Oxford Centre for Computational Neuroscience

Professor Edmund T. Rolls

Discoveries on the Neuroscience of Memory, Spatial Function, and Navigation

Brain Computations

Cerebral Cortex

The Noisy Brain

Memory, Attention, and Decision-Making

Neural Networks and Brain Function

Overview: Rolls and colleagues discovered spatial view neurons, object-and-spatial view neurons, reward-and-spatial view neurons, and whole body motion neurons (termed 'speed cells' in rodents) in the hippocampus, and head direction cells in the presubiculum, of primates. These neurons provide a foundation for understanding how the hippocampal system operates in episodic memory, and navigation to landmarks, in primates including humans. The neurophysiological discoveries are complemented by a theory of how neuronal networks in the hippocampal system operate using pattern separation and pattern completion, and what remains the only quantitative theory of how information is recalled from the hippocampus to the neocortex. Key summary descriptions are in  633, 584, B15, 594, 539, 550 and 186.
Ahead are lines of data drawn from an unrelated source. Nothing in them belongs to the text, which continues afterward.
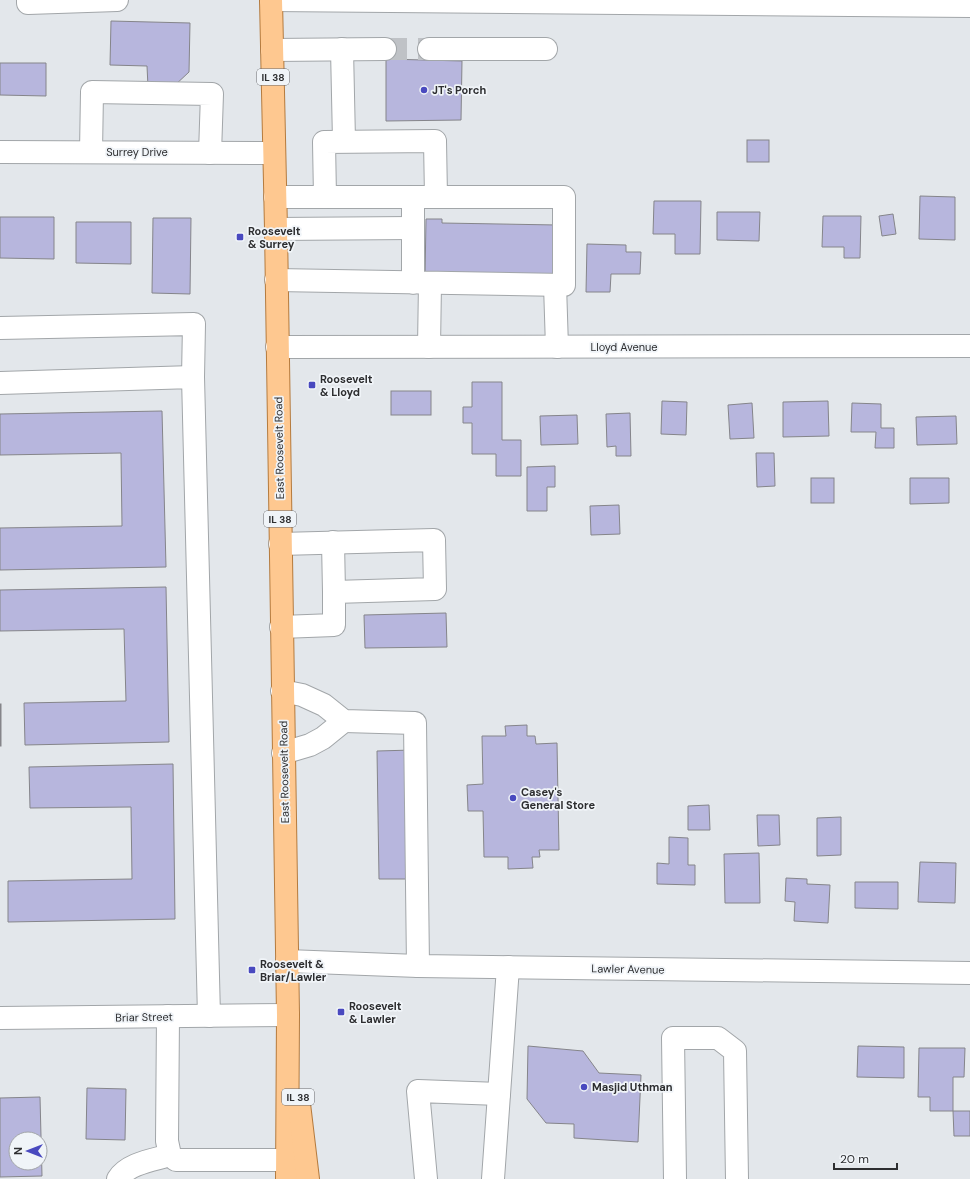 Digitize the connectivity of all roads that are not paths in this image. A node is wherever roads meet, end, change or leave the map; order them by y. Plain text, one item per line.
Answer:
1 (28, 0) edge
2 (117, 0) edge
3 (271, 0) edge
4 (637, 1) edge
5 (970, 6) edge
6 (342, 49) junction
7 (385, 49) tunnel mouth
8 (429, 49) tunnel mouth
9 (546, 49) dead end
10 (272, 50) junction
11 (344, 141) junction
12 (0, 152) edge
13 (91, 152) junction
14 (210, 153) junction
15 (274, 153) junction
16 (275, 197) junction
17 (325, 197) junction
18 (413, 197) junction
19 (436, 197) junction
20 (413, 228) junction
21 (276, 229) junction
22 (276, 280) junction
23 (422, 283) junction
24 (556, 285) junction
25 (0, 328) edge
26 (970, 346) edge
27 (277, 347) junction
28 (429, 347) junction
29 (557, 347) junction
30 (193, 377) junction
31 (0, 383) edge
32 (333, 542) junction
33 (280, 544) junction
34 (334, 592) junction
35 (281, 626) junction
36 (282, 692) junction
37 (344, 721) junction
38 (283, 753) junction
39 (286, 961) junction
40 (418, 966) junction
41 (508, 967) junction
42 (970, 973) edge
43 (288, 1015) junction
44 (168, 1016) junction
45 (209, 1016) junction
46 (0, 1018) edge
47 (499, 1094) junction
48 (163, 1157) junction
49 (216, 1170) edge
50 (287, 1170) edge
51 (118, 1179) edge
52 (138, 1179) edge
53 (308, 1179) edge
54 (426, 1179) edge
55 (493, 1179) edge
56 (675, 1179) edge
57 (737, 1179) edge

1 - 2 street
3 - 4 street
3 - 10 main road, East Roosevelt Road / IL 38
4 - 5 street
6 - 7 street
6 - 10 street
6 - 11 street
8 - 9 street
10 - 15 main road, East Roosevelt Road / IL 38
11 - 17 street
11 - 19 street
12 - 13 street, Surrey Drive
13 - 14 street, Surrey Drive
13 - 14 street
14 - 15 street, Surrey Drive
15 - 16 main road, East Roosevelt Road / IL 38
16 - 17 street
16 - 21 main road, East Roosevelt Road / IL 38
17 - 18 street
18 - 19 street
18 - 20 street
19 - 24 street
20 - 21 street
20 - 23 street
21 - 22 main road, East Roosevelt Road / IL 38
22 - 23 street
22 - 27 main road, East Roosevelt Road / IL 38
23 - 24 street
23 - 28 street
24 - 29 street
25 - 30 street
26 - 29 street, Lloyd Avenue
27 - 28 street, Lloyd Avenue
27 - 33 main road, East Roosevelt Road / IL 38
28 - 29 street, Lloyd Avenue
30 - 31 street
30 - 45 street
32 - 33 street
32 - 34 street
32 - 34 street
33 - 35 main road, East Roosevelt Road / IL 38
34 - 35 street
35 - 36 main road, East Roosevelt Road / IL 38
36 - 37 street
36 - 38 main road, East Roosevelt Road / IL 38
37 - 38 street
37 - 40 street
38 - 39 main road, East Roosevelt Road / IL 38
39 - 40 street, Lawler Avenue
39 - 43 main road, East Roosevelt Road / IL 38
40 - 41 street, Lawler Avenue
41 - 42 street, Lawler Avenue
41 - 47 street
43 - 45 street, Briar Street
43 - 50 main road, East Roosevelt Road / IL 38
43 - 53 main road, East Roosevelt Road / IL 38
44 - 45 street, Briar Street
44 - 46 street, Briar Street
44 - 48 street
47 - 54 street
47 - 55 street
48 - 49 street
48 - 51 street
48 - 52 street
49 - 50 street
56 - 57 street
Hippocampal spatial view neurons that provide an allocentric representation of spatial locations being viewed, and that are updated by self-motion (129, 152, 202, 237, 244, 247, 256, 267, 594, B15, 633).


Hippocampal spatial view neurons that combine information about spatial view and the objects (130, 131, 380) or rewards (387), and are involved in recall (399), providing a basis for implementing episodic memory (539, B12, 594, B15).

A theory for how hippocampal spatial view cells are involved in memory (584, 594, 539, B12, B15) and navigation (594, B15, 633).


Hippocampal neurons in primates that respond to a combination of spatial view and place, or to place (202).


Whole-body motion neurons in the hippocampus (184), more recently termed 'speed cells'. These are relevant to hippocampal spatial representation update by self-motion, i.e. idiothetic update (633).


Hippocampal neurons that respond to a combination of spatial view and whole body motion (184, 202).


Head direction cells in the primate presubiculum (271).


A representation of long-term familiarity memory in the perirhinal cortex (343, 388).

A theory and model of hippocampal operation and episodic memory, including pattern separation and pattern completion (111, 125, 136, 163, 186, 200, 205, 258, 266, 268, 300, 306, 307, 309, 345, 370, 403, 411, 415, 433, 453, 479, 504, 507, 521, 527, 529, 531, 539, 545, 550, 571, 584, B12, B15).

Extensive cortical connectivity of the human hippocampal memory system shown by diffusion tractography (635), functional connectiivty, and effective connectivity.

A theory and model of the generation of time in the hippocampal memory system. Entorhinal cortex time ramping cells produce through a competitive network hippocampal time cells, providing neuronal mechanisms to encode the order of events (605). The theory shows how cells could be generated that show 'replay' and 'reverse replay' (605).

A theory and model of coordinate transforms in the dorsal visual system using a combination of gain modulation and slow or trace rule competitive learning. The theory starts with retinal position inputs gain modulated by eye position to produce a head centred representation, followed by gain modulation by head direction, followed by gain modulation by place, to produce an allocentric representation in spatial view coordinates useful for the idiothetic update of hippocampal spatial view cells (612). This is important in the theory of navigation using spatial view cells when the view details are obscured (B15, 633).

A theory of navigation in humans and other primates that utilizes hippocampal spatial view cells to navigate from landmark to landmark (B15, 633). This is an alternative to navigation involving place cells, and does not require a spatial cognitive Euclidean map. Idiothetic update by head direction and whole body motion cells is part of the theory (633). Allocentric bearing to a landmark cells may also be involved in a related type of navigation (633).

A theory of how spatial view cells and hippocampal attractor networks are involved in the art of memory (the method of loci) (571, 595).

Hypertension and impaired memory: even moderate hypertension is associated with reduced hippocampal functional connectivity and impaired memory (625).

The storage capacity of autoassociation and pattern association networks with sparse representations and diluted connectivity (150, 154, 222, 228, 515, 545, B12, B15).

Basal forebrain, probably cholinergic neurons, that project to the cortex and respond to forebrain-decoded reward, aversive, and novel stimuli (144, 145, 146, 177, B7, B11). These are thought to play a role in keeping the cerebral cortex alert to potentially important stimuli, and reducing the adaptation of cortical neurons (B12). Reduction in the performance of this system may contribute to some of the cognitive changes during aging (B8, B9, B12, 540).


Mechanisms involving synaptic facilitation that enable several items to be held simultaneously in short-term memory (523) and that may be useful in the syntax for language (537).


Information can be retrieved from biologically plausible attractor neuronal networks very rapidly (in less than 2 time constants of the synapses) (with A.Treves and colleagues) (222, 235, 294). This makes cortical computation with attractor networks possible (B8, B12, B15).